E o ídolo, afinal, tinha pés de barro: as conversas de Moro
O ministro Sérgio Moro, anteriormente juiz encarregado da Lava Jato (Foto: Fabio Rodrigues Pozzebom/Agência Brasil)

 

O fato político da semana começou no domingo à tarde, quando o site jornalístico The Intercept Brasil iniciou a publicação de um vasto material contendo o registro de conversas, pelo aplicativo de mensagens instantâneas Telegram, envolvendo Deltan Dallagnol, o mais ativo na esfera pública dentre os procuradores que lideram a Operação Lava Jato, e o ministro Sérgio Moro, então juiz encarregado dos casos da mesma operação. O teor das conversas revelou basicamente, nas palavras do jornalista Reinaldo Azevedo, que o juiz era efetivamente o chefe da força-tarefa de procuradores que preparavam as peças de acusação da Lava Jato. Isso quer dizer que ele aparentemente cumpria duas funções incompatíveis em um Estado de Direito: processava e condenava ao mesmo tempo.

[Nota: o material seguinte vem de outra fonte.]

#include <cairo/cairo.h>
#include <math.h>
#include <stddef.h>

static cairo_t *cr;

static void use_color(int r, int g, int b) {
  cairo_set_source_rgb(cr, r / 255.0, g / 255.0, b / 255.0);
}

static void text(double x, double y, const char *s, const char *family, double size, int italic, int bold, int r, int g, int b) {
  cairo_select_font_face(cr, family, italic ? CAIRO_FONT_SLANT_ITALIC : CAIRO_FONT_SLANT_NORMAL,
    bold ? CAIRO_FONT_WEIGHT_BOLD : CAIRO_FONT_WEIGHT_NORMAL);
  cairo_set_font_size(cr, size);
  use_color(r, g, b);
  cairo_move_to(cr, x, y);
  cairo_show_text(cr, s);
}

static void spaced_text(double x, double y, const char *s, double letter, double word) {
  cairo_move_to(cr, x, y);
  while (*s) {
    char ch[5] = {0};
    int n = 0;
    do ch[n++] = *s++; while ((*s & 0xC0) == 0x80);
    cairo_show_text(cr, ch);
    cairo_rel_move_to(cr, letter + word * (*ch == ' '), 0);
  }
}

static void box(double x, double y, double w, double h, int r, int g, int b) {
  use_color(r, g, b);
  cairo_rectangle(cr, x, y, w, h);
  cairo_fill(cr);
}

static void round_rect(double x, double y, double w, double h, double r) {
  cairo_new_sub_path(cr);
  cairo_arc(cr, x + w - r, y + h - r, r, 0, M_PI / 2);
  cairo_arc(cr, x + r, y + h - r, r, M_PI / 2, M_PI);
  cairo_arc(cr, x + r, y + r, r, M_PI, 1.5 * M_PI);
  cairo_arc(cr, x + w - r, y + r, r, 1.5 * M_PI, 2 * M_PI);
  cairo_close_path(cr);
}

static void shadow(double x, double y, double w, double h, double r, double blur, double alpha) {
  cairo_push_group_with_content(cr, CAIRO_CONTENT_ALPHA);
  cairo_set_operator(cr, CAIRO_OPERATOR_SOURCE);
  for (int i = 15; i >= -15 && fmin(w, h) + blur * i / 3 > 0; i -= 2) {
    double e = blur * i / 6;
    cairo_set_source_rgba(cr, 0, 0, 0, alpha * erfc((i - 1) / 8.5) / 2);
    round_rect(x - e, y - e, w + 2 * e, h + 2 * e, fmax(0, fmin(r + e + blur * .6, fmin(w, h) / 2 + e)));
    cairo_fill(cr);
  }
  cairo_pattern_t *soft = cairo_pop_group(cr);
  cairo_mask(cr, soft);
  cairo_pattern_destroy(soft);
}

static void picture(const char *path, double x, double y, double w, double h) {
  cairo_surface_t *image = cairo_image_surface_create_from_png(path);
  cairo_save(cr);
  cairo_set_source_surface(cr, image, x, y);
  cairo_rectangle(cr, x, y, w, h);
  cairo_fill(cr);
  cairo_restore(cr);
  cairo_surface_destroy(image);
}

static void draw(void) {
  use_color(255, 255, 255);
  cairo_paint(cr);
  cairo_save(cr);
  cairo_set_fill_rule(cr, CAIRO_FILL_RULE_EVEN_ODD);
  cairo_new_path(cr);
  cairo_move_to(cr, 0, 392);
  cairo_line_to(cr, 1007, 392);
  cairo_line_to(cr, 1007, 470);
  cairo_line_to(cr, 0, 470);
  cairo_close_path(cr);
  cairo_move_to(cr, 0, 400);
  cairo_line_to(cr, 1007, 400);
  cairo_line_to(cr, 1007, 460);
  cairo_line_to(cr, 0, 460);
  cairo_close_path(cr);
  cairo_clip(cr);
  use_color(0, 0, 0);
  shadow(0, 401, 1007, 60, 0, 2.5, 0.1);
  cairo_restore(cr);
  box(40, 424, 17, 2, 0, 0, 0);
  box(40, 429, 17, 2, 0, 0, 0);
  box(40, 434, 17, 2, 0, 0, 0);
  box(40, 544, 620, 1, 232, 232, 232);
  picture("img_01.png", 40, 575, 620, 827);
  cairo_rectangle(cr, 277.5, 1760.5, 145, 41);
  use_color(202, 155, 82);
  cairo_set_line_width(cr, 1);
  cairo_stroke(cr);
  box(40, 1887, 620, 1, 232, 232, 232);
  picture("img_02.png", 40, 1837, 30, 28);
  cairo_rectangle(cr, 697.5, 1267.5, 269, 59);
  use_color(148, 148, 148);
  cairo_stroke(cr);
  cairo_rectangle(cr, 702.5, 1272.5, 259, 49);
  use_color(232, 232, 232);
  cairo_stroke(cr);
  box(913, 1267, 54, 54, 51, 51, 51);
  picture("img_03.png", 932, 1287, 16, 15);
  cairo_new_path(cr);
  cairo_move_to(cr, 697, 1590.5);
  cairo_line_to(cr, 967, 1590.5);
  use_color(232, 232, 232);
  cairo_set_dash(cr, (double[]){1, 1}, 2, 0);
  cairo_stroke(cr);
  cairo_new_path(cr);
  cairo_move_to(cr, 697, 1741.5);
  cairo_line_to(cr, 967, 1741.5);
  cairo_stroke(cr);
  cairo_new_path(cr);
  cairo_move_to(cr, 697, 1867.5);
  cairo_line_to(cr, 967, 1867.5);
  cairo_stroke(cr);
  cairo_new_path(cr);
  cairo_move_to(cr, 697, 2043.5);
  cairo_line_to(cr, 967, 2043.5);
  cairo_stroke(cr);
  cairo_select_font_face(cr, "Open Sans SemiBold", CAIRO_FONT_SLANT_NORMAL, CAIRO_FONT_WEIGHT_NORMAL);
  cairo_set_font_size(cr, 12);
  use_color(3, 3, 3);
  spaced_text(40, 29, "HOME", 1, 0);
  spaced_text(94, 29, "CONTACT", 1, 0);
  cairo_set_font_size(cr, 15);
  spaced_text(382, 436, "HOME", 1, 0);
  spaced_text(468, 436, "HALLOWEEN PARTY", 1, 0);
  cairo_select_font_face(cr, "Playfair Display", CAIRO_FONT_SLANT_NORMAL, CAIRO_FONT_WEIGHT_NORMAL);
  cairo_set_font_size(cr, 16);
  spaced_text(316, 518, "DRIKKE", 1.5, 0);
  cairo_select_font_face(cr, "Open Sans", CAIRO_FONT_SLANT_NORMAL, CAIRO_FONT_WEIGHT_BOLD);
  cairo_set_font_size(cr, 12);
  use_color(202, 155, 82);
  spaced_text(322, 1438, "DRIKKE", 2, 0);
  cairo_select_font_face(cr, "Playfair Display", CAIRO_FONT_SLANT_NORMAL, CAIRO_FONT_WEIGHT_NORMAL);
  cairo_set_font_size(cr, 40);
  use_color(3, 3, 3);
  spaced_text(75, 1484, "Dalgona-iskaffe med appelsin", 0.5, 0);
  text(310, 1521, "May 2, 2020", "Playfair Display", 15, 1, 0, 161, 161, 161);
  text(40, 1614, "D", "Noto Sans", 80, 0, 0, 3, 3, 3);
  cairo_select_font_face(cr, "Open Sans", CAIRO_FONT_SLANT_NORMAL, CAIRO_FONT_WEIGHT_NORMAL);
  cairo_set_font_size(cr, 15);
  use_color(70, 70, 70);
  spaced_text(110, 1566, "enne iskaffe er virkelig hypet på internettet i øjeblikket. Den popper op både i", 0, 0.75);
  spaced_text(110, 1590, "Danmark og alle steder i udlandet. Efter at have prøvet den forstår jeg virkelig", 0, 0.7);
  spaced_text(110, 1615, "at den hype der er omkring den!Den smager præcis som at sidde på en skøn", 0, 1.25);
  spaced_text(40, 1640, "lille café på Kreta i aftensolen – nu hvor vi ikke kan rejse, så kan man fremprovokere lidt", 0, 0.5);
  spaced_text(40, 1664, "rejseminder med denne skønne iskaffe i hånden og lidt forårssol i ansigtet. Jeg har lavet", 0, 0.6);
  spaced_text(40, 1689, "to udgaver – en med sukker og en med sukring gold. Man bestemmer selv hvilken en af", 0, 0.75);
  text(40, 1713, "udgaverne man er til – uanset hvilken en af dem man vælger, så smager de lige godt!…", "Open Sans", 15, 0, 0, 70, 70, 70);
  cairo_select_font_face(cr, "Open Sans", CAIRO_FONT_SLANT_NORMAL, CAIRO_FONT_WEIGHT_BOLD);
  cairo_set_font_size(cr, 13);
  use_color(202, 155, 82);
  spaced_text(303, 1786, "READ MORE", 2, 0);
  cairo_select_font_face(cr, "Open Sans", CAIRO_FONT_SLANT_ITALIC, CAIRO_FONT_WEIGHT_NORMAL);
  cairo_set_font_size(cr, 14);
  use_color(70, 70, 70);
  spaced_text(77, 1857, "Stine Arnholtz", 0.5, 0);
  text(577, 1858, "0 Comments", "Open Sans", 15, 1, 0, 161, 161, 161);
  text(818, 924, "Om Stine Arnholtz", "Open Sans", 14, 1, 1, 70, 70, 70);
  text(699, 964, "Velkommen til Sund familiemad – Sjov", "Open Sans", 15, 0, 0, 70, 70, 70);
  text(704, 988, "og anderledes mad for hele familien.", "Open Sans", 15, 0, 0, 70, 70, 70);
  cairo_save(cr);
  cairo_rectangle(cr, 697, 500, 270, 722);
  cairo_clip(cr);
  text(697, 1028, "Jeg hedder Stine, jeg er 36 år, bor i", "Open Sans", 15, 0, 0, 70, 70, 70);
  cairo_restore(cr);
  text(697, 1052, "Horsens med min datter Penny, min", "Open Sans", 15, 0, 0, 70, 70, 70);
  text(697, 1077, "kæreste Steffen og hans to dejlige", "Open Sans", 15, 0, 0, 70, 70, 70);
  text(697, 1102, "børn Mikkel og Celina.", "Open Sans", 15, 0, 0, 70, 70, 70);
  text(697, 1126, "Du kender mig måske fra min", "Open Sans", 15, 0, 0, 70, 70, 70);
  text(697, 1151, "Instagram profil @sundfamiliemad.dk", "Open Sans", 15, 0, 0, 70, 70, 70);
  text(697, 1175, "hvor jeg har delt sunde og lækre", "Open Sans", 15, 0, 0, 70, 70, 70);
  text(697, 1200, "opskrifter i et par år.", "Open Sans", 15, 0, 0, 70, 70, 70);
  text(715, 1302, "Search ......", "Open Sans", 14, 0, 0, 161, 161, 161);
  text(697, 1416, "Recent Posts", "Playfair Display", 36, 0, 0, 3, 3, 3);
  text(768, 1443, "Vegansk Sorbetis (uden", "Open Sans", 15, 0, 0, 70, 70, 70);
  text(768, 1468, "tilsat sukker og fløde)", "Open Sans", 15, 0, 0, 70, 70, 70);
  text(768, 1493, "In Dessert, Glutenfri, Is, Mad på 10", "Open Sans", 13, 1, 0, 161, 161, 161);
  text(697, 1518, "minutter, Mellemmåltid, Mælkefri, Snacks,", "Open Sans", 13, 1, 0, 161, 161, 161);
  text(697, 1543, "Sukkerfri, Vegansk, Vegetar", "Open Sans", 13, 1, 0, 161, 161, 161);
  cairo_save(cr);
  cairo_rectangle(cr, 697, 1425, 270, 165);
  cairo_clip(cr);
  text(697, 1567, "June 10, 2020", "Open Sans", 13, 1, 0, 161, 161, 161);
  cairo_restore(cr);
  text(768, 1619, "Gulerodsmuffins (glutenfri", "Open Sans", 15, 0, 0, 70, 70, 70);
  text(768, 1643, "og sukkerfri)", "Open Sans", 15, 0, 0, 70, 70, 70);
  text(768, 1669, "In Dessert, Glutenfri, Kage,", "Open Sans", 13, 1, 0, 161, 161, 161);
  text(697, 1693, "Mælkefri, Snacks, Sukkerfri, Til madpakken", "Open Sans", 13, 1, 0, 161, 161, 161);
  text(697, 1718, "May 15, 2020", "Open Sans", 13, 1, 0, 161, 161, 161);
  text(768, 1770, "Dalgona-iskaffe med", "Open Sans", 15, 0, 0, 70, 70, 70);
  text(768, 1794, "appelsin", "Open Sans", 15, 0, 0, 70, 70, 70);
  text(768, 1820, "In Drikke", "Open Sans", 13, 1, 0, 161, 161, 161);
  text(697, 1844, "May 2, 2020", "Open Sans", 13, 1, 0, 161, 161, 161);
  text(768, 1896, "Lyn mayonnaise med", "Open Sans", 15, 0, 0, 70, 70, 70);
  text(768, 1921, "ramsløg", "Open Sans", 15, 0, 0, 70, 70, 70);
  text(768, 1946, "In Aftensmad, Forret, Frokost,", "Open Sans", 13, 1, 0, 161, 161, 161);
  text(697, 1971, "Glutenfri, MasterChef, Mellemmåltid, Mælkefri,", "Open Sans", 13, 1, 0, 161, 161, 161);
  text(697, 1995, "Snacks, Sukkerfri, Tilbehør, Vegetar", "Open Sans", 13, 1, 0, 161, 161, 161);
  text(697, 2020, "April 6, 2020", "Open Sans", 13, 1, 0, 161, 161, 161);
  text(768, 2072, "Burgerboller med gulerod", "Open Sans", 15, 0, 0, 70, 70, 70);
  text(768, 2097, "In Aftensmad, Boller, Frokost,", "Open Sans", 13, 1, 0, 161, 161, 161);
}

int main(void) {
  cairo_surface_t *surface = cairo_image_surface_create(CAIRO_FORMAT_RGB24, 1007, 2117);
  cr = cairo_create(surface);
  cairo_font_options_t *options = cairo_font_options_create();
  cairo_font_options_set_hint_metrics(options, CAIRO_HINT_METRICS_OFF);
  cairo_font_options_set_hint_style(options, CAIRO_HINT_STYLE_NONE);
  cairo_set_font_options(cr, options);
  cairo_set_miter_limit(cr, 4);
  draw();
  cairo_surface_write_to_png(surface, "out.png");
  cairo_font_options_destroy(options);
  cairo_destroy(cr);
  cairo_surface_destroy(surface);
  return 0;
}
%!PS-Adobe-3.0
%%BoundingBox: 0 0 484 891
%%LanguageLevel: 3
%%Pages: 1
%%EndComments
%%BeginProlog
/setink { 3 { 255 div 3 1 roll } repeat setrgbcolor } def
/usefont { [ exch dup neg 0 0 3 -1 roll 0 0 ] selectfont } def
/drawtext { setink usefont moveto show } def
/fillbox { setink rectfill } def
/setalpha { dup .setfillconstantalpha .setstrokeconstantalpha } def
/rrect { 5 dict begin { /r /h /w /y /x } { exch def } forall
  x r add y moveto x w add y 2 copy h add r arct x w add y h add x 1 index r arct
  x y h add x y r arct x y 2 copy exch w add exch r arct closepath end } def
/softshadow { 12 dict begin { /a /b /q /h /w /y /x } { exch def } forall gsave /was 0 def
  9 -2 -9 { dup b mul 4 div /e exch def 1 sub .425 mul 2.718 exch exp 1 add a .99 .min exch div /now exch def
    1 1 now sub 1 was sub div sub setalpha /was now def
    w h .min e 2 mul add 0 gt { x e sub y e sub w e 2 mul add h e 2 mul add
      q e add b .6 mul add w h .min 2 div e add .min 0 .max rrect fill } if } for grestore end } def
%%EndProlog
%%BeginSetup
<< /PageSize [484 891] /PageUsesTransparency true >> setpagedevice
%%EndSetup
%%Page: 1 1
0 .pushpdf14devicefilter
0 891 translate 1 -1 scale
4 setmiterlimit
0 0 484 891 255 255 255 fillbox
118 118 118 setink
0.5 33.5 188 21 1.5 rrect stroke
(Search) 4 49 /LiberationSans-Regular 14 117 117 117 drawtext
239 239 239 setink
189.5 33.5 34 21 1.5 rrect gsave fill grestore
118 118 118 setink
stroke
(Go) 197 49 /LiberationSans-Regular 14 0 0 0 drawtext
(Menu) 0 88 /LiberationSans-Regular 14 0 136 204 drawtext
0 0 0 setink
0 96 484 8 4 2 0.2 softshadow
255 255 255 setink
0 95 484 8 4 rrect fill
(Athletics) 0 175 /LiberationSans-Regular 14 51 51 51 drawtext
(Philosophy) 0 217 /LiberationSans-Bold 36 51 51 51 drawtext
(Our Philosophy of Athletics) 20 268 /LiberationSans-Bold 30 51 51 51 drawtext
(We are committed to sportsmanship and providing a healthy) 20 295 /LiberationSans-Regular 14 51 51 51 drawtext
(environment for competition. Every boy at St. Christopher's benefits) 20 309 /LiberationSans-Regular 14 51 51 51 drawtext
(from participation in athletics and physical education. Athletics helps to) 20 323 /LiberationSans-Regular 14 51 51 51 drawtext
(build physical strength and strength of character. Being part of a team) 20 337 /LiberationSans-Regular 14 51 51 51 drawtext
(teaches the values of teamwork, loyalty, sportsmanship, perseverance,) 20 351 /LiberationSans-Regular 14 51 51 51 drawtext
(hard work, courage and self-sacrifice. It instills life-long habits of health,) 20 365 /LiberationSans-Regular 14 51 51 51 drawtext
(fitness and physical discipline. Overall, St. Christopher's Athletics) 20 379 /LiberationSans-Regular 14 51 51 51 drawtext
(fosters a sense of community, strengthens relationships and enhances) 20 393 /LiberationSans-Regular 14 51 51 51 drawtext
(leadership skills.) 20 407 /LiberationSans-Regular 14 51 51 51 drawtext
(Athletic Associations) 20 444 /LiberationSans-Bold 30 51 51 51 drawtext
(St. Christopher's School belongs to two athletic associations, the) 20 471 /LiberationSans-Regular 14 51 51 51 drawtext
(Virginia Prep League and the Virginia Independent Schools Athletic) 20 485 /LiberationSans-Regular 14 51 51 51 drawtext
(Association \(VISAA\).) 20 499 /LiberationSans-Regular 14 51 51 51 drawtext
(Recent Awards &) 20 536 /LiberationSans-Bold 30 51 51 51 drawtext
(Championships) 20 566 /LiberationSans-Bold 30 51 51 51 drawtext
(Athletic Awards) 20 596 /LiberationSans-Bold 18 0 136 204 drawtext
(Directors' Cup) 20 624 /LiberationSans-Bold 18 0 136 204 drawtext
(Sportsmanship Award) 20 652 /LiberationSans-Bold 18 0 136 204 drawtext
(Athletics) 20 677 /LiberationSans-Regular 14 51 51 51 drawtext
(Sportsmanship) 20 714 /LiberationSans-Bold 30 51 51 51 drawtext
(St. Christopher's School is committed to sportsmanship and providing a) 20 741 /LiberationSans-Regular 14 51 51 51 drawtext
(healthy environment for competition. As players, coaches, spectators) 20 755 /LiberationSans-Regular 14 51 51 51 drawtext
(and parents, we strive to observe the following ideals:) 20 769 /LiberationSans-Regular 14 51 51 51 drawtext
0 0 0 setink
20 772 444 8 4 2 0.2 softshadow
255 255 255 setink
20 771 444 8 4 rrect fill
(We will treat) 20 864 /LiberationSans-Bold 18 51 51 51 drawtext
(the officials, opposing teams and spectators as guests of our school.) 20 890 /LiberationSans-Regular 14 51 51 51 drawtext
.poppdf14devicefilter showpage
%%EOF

Ora, direis, que exagero, as conversas se resumem a dizer que Moro interagiu com os procuradores, para que se fizesse Justiça. O problema é que “interagiu” aqui significa nada menos que orientou os promotores nas estratégias e táticas de acusação, sugeriu procedimentos a serem adotados ou evitados, passou-lhes indicações de pessoas a ser intimadas e dicas  de depoimentos a serem colhidos, corrigiu táticas, selecionou os membros do MP que deveriam ir às audiências, vetando os menos hábeis, incentivou comportamentos, compartilhou preocupações com os revezes, deu esporro quando necessário e, por fim, deixou claro que juiz e promotores eram um só time e um só coração. Rá! Se alguém acha isso tudo um detalhe desimportante, que só incomoda, como sugeriu o jornalista Carlos Alberto Sardenberg, quem está “em campanha aberta contra a Lava Jato”, sugiro que se faça seriamente uma pergunta: sendo você réu em algum processo, gostaria de ser julgado por um juiz que fala cotidianamente com a acusação, a instrui, sugere-lhe táticas, corrige estratégias, tudo isso porque já decidiu previamente que você é culpado e não quer que erros processuais atrapalhe a sua decisão pela condenação? Não, creio.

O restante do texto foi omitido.